- _Task brief_
What you return should match the data below exactly, with no pictures in it.
[[ Data in this exercise open ]]
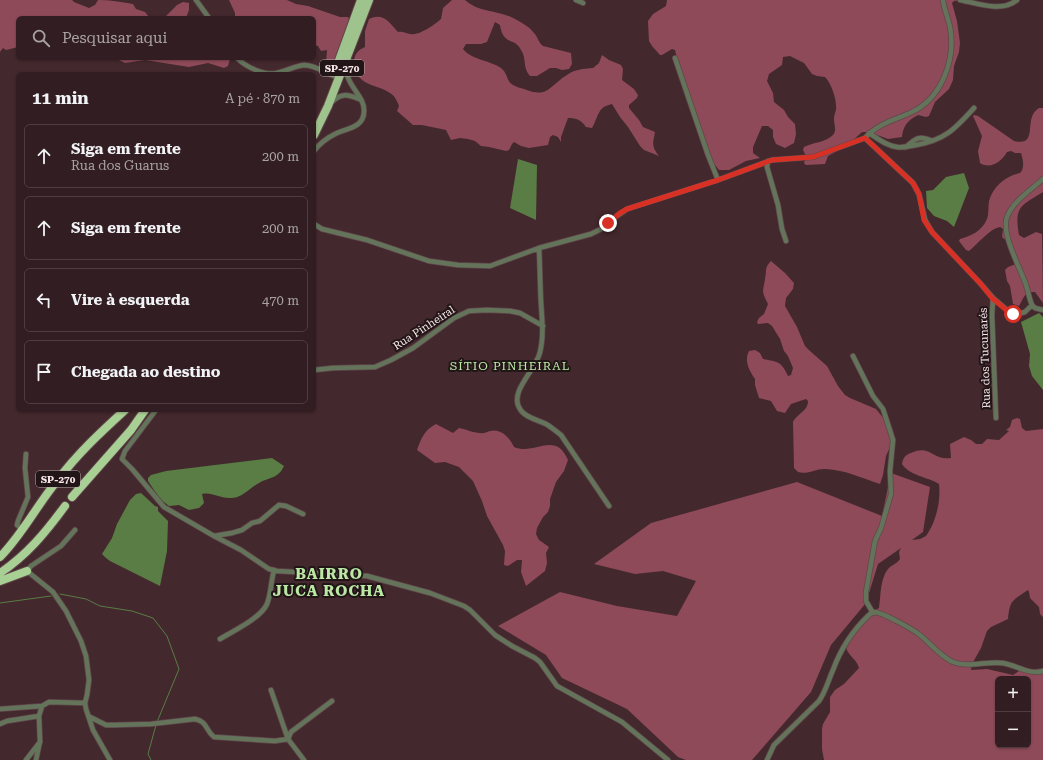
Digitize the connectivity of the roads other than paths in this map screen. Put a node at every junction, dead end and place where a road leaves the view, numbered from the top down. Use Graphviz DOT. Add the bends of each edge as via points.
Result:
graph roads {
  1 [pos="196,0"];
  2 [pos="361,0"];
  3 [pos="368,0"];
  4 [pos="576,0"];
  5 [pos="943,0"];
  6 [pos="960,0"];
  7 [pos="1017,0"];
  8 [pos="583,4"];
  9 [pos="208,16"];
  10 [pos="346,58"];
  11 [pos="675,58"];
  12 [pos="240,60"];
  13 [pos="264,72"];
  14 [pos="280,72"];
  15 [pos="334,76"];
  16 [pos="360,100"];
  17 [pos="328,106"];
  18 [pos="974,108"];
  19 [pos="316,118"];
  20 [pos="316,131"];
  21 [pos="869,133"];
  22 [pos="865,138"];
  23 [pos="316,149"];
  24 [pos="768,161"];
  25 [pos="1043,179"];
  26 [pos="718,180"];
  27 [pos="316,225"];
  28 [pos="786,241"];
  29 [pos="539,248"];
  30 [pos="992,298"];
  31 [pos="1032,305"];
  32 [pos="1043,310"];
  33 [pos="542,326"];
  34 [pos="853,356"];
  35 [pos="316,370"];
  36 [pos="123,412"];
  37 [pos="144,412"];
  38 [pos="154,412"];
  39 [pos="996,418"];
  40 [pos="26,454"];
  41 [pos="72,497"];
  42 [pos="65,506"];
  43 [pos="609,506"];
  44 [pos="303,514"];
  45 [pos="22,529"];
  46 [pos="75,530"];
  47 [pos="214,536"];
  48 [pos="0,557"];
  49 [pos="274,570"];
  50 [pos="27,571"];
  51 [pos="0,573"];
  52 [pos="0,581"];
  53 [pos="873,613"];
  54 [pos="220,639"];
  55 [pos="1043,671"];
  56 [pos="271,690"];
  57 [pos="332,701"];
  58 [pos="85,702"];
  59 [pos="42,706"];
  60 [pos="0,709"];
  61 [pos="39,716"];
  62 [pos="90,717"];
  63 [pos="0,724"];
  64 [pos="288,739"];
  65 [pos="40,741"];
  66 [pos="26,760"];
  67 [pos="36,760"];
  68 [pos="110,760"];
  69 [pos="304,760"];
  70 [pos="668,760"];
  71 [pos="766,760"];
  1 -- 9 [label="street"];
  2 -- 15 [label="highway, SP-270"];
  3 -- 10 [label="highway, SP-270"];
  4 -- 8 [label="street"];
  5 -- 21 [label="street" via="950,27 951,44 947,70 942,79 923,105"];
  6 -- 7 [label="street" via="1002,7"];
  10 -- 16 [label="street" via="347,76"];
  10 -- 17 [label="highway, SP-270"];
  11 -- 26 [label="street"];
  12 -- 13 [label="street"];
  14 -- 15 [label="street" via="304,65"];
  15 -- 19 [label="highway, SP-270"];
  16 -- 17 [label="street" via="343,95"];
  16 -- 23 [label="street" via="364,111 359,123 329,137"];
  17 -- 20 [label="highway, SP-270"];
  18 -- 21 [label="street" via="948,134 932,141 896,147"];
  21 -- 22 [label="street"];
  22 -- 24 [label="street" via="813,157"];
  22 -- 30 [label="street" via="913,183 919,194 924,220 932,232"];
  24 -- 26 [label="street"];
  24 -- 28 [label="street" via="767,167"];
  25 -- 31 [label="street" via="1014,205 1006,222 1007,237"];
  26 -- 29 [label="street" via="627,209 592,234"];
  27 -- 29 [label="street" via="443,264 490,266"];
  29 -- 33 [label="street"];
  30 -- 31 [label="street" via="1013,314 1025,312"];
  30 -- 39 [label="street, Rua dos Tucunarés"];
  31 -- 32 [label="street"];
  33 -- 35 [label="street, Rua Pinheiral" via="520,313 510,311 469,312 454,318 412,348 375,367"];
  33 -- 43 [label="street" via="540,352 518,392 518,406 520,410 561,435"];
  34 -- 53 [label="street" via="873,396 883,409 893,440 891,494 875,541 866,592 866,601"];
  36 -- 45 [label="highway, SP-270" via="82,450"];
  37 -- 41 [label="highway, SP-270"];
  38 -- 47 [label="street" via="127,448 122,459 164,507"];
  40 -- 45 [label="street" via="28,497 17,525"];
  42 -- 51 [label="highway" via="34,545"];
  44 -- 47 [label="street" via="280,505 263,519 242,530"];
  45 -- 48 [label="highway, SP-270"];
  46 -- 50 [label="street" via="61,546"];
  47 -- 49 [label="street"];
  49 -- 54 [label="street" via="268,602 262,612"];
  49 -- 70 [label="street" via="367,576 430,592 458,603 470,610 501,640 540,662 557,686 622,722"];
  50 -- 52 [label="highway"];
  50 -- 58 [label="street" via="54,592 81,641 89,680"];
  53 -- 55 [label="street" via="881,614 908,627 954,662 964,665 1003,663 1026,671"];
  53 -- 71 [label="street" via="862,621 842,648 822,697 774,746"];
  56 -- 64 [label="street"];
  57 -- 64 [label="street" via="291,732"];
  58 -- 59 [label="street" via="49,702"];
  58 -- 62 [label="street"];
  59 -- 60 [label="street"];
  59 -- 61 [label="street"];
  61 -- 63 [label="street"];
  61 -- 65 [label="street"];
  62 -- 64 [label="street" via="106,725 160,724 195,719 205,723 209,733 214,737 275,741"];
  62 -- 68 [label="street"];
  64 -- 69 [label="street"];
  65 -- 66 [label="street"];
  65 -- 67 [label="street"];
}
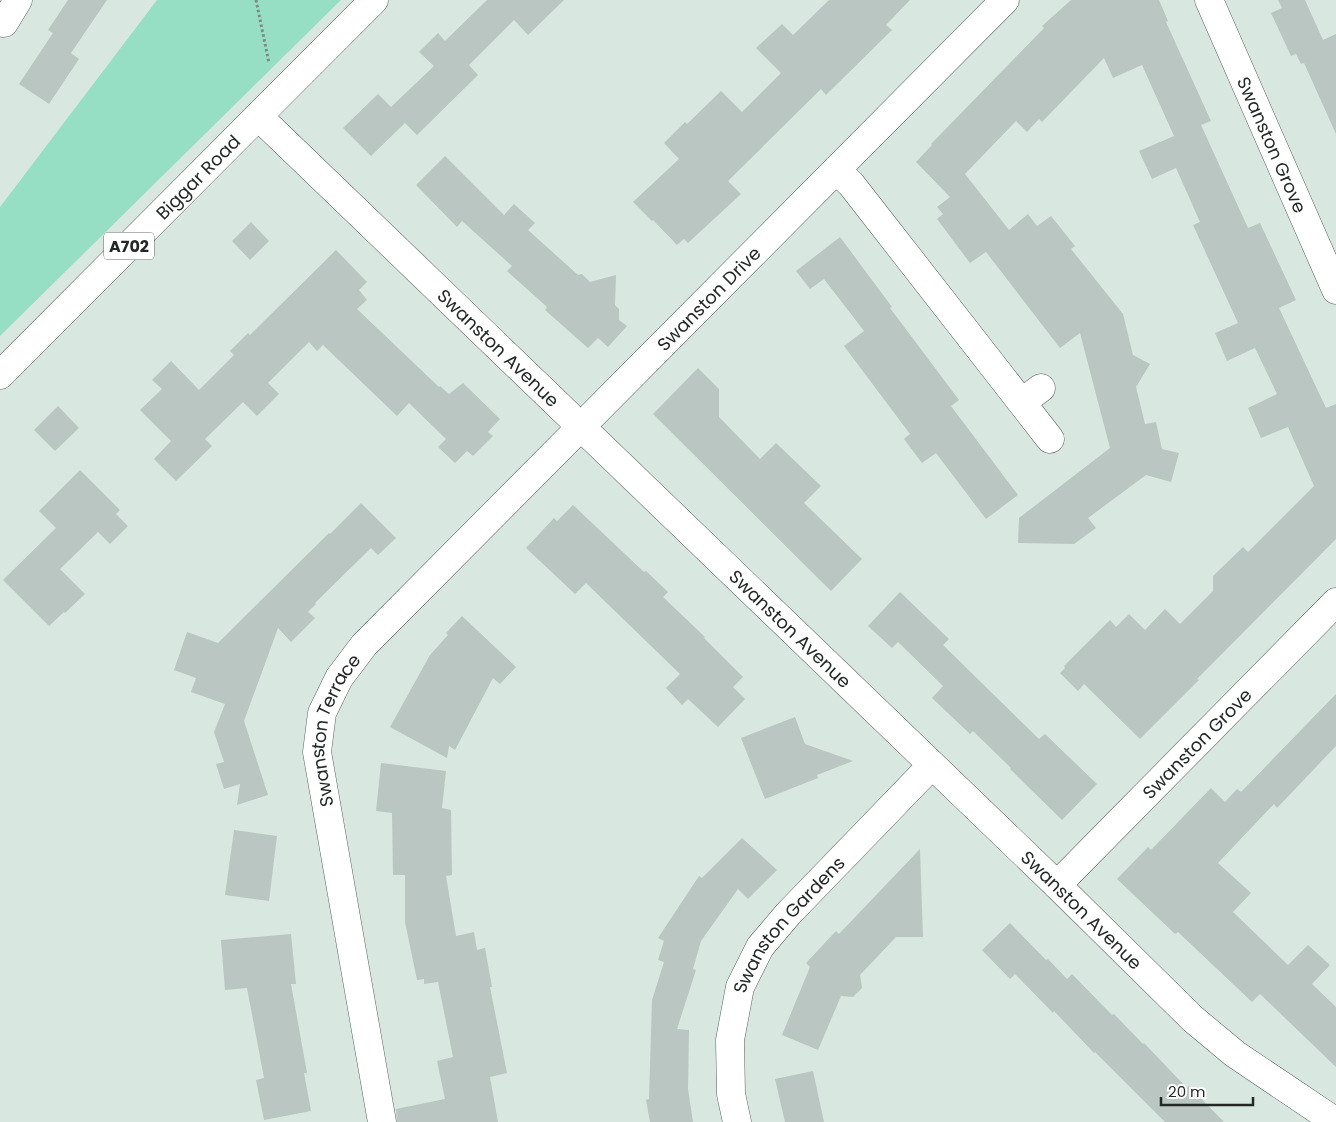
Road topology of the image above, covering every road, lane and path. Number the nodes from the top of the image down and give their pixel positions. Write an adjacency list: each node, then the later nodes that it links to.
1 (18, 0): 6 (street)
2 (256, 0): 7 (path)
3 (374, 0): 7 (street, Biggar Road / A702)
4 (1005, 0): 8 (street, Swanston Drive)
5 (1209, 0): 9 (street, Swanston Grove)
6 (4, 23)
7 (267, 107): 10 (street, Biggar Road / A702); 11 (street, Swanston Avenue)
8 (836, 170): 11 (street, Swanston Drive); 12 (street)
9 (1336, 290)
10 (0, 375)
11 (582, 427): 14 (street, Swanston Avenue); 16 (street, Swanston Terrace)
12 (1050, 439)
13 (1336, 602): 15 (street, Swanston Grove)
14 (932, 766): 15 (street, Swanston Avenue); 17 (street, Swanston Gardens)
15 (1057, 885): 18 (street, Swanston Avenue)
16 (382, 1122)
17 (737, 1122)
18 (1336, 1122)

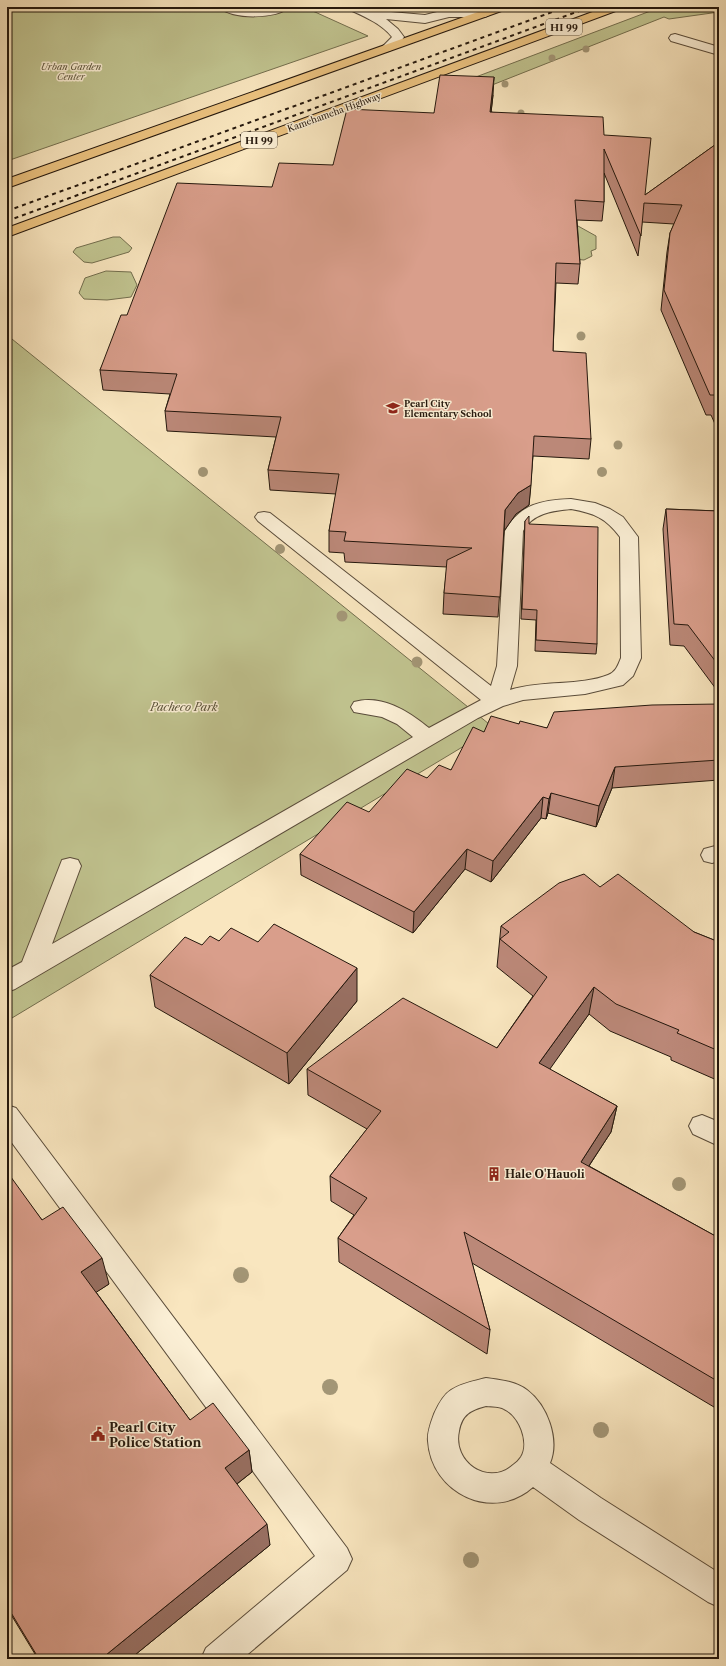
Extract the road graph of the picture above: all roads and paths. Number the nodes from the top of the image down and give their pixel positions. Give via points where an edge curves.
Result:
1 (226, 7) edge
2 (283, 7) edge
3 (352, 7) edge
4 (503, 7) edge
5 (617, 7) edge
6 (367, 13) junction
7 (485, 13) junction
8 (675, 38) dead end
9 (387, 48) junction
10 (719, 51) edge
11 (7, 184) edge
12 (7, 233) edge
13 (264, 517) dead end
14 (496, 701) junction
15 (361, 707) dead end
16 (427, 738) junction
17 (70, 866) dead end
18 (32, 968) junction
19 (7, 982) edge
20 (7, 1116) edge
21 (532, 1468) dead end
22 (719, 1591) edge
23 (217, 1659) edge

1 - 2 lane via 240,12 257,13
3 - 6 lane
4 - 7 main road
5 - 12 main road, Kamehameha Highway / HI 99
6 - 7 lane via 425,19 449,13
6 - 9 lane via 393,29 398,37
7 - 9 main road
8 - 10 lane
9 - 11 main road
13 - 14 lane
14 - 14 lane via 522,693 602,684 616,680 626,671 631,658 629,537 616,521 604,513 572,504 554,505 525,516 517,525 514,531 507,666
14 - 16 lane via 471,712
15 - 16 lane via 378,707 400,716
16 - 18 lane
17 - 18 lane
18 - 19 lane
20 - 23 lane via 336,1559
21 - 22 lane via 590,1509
[[ Data in this exercise closed ]]
- _Exercise solution_
Digitize the connectivity of the roads other than paths in this map screen. Put a node at every junction, dead end and place where a road leaves the view, numbered from the top down. Use Graphviz DOT. Add the bends of each edge as via points.
Result:
graph roads {
  1 [pos="196,0"];
  2 [pos="361,0"];
  3 [pos="368,0"];
  4 [pos="576,0"];
  5 [pos="943,0"];
  6 [pos="960,0"];
  7 [pos="1017,0"];
  8 [pos="583,4"];
  9 [pos="208,16"];
  10 [pos="346,58"];
  11 [pos="675,58"];
  12 [pos="240,60"];
  13 [pos="264,72"];
  14 [pos="280,72"];
  15 [pos="334,76"];
  16 [pos="360,100"];
  17 [pos="328,106"];
  18 [pos="974,108"];
  19 [pos="316,118"];
  20 [pos="316,131"];
  21 [pos="869,133"];
  22 [pos="865,138"];
  23 [pos="316,149"];
  24 [pos="768,161"];
  25 [pos="1043,179"];
  26 [pos="718,180"];
  27 [pos="316,225"];
  28 [pos="786,241"];
  29 [pos="539,248"];
  30 [pos="992,298"];
  31 [pos="1032,305"];
  32 [pos="1043,310"];
  33 [pos="542,326"];
  34 [pos="853,356"];
  35 [pos="316,370"];
  36 [pos="123,412"];
  37 [pos="144,412"];
  38 [pos="154,412"];
  39 [pos="996,418"];
  40 [pos="26,454"];
  41 [pos="72,497"];
  42 [pos="65,506"];
  43 [pos="609,506"];
  44 [pos="303,514"];
  45 [pos="22,529"];
  46 [pos="75,530"];
  47 [pos="214,536"];
  48 [pos="0,557"];
  49 [pos="274,570"];
  50 [pos="27,571"];
  51 [pos="0,573"];
  52 [pos="0,581"];
  53 [pos="873,613"];
  54 [pos="220,639"];
  55 [pos="1043,671"];
  56 [pos="271,690"];
  57 [pos="332,701"];
  58 [pos="85,702"];
  59 [pos="42,706"];
  60 [pos="0,709"];
  61 [pos="39,716"];
  62 [pos="90,717"];
  63 [pos="0,724"];
  64 [pos="288,739"];
  65 [pos="40,741"];
  66 [pos="26,760"];
  67 [pos="36,760"];
  68 [pos="110,760"];
  69 [pos="304,760"];
  70 [pos="668,760"];
  71 [pos="766,760"];
  1 -- 9 [label="street"];
  2 -- 15 [label="highway, SP-270"];
  3 -- 10 [label="highway, SP-270"];
  4 -- 8 [label="street"];
  5 -- 21 [label="street" via="950,27 951,44 947,70 942,79 923,105"];
  6 -- 7 [label="street" via="1002,7"];
  10 -- 16 [label="street" via="347,76"];
  10 -- 17 [label="highway, SP-270"];
  11 -- 26 [label="street"];
  12 -- 13 [label="street"];
  14 -- 15 [label="street" via="304,65"];
  15 -- 19 [label="highway, SP-270"];
  16 -- 17 [label="street" via="343,95"];
  16 -- 23 [label="street" via="364,111 359,123 329,137"];
  17 -- 20 [label="highway, SP-270"];
  18 -- 21 [label="street" via="948,134 932,141 896,147"];
  21 -- 22 [label="street"];
  22 -- 24 [label="street" via="813,157"];
  22 -- 30 [label="street" via="913,183 919,194 924,220 932,232"];
  24 -- 26 [label="street"];
  24 -- 28 [label="street" via="767,167"];
  25 -- 31 [label="street" via="1014,205 1006,222 1007,237"];
  26 -- 29 [label="street" via="627,209 592,234"];
  27 -- 29 [label="street" via="443,264 490,266"];
  29 -- 33 [label="street"];
  30 -- 31 [label="street" via="1013,314 1025,312"];
  30 -- 39 [label="street, Rua dos Tucunarés"];
  31 -- 32 [label="street"];
  33 -- 35 [label="street, Rua Pinheiral" via="520,313 510,311 469,312 454,318 412,348 375,367"];
  33 -- 43 [label="street" via="540,352 518,392 518,406 520,410 561,435"];
  34 -- 53 [label="street" via="873,396 883,409 893,440 891,494 875,541 866,592 866,601"];
  36 -- 45 [label="highway, SP-270" via="82,450"];
  37 -- 41 [label="highway, SP-270"];
  38 -- 47 [label="street" via="127,448 122,459 164,507"];
  40 -- 45 [label="street" via="28,497 17,525"];
  42 -- 51 [label="highway" via="34,545"];
  44 -- 47 [label="street" via="280,505 263,519 242,530"];
  45 -- 48 [label="highway, SP-270"];
  46 -- 50 [label="street" via="61,546"];
  47 -- 49 [label="street"];
  49 -- 54 [label="street" via="268,602 262,612"];
  49 -- 70 [label="street" via="367,576 430,592 458,603 470,610 501,640 540,662 557,686 622,722"];
  50 -- 52 [label="highway"];
  50 -- 58 [label="street" via="54,592 81,641 89,680"];
  53 -- 55 [label="street" via="881,614 908,627 954,662 964,665 1003,663 1026,671"];
  53 -- 71 [label="street" via="862,621 842,648 822,697 774,746"];
  56 -- 64 [label="street"];
  57 -- 64 [label="street" via="291,732"];
  58 -- 59 [label="street" via="49,702"];
  58 -- 62 [label="street"];
  59 -- 60 [label="street"];
  59 -- 61 [label="street"];
  61 -- 63 [label="street"];
  61 -- 65 [label="street"];
  62 -- 64 [label="street" via="106,725 160,724 195,719 205,723 209,733 214,737 275,741"];
  62 -- 68 [label="street"];
  64 -- 69 [label="street"];
  65 -- 66 [label="street"];
  65 -- 67 [label="street"];
}
Road topology of the image above, covering every road, lane and path. Number the nodes from the top of the image down and give their pixel positions. Write an adjacency list: each node, then the later nodes that it links to.
1 (18, 0): 6 (street)
2 (256, 0): 7 (path)
3 (374, 0): 7 (street, Biggar Road / A702)
4 (1005, 0): 8 (street, Swanston Drive)
5 (1209, 0): 9 (street, Swanston Grove)
6 (4, 23)
7 (267, 107): 10 (street, Biggar Road / A702); 11 (street, Swanston Avenue)
8 (836, 170): 11 (street, Swanston Drive); 12 (street)
9 (1336, 290)
10 (0, 375)
11 (582, 427): 14 (street, Swanston Avenue); 16 (street, Swanston Terrace)
12 (1050, 439)
13 (1336, 602): 15 (street, Swanston Grove)
14 (932, 766): 15 (street, Swanston Avenue); 17 (street, Swanston Gardens)
15 (1057, 885): 18 (street, Swanston Avenue)
16 (382, 1122)
17 (737, 1122)
18 (1336, 1122)

Extract the road graph of the picture above: all roads and paths. Number the nodes from the top of the image down and give their pixel positions. Give via points where an edge curves.
Result:
1 (226, 7) edge
2 (283, 7) edge
3 (352, 7) edge
4 (503, 7) edge
5 (617, 7) edge
6 (367, 13) junction
7 (485, 13) junction
8 (675, 38) dead end
9 (387, 48) junction
10 (719, 51) edge
11 (7, 184) edge
12 (7, 233) edge
13 (264, 517) dead end
14 (496, 701) junction
15 (361, 707) dead end
16 (427, 738) junction
17 (70, 866) dead end
18 (32, 968) junction
19 (7, 982) edge
20 (7, 1116) edge
21 (532, 1468) dead end
22 (719, 1591) edge
23 (217, 1659) edge

1 - 2 lane via 240,12 257,13
3 - 6 lane
4 - 7 main road
5 - 12 main road, Kamehameha Highway / HI 99
6 - 7 lane via 425,19 449,13
6 - 9 lane via 393,29 398,37
7 - 9 main road
8 - 10 lane
9 - 11 main road
13 - 14 lane
14 - 14 lane via 522,693 602,684 616,680 626,671 631,658 629,537 616,521 604,513 572,504 554,505 525,516 517,525 514,531 507,666
14 - 16 lane via 471,712
15 - 16 lane via 378,707 400,716
16 - 18 lane
17 - 18 lane
18 - 19 lane
20 - 23 lane via 336,1559
21 - 22 lane via 590,1509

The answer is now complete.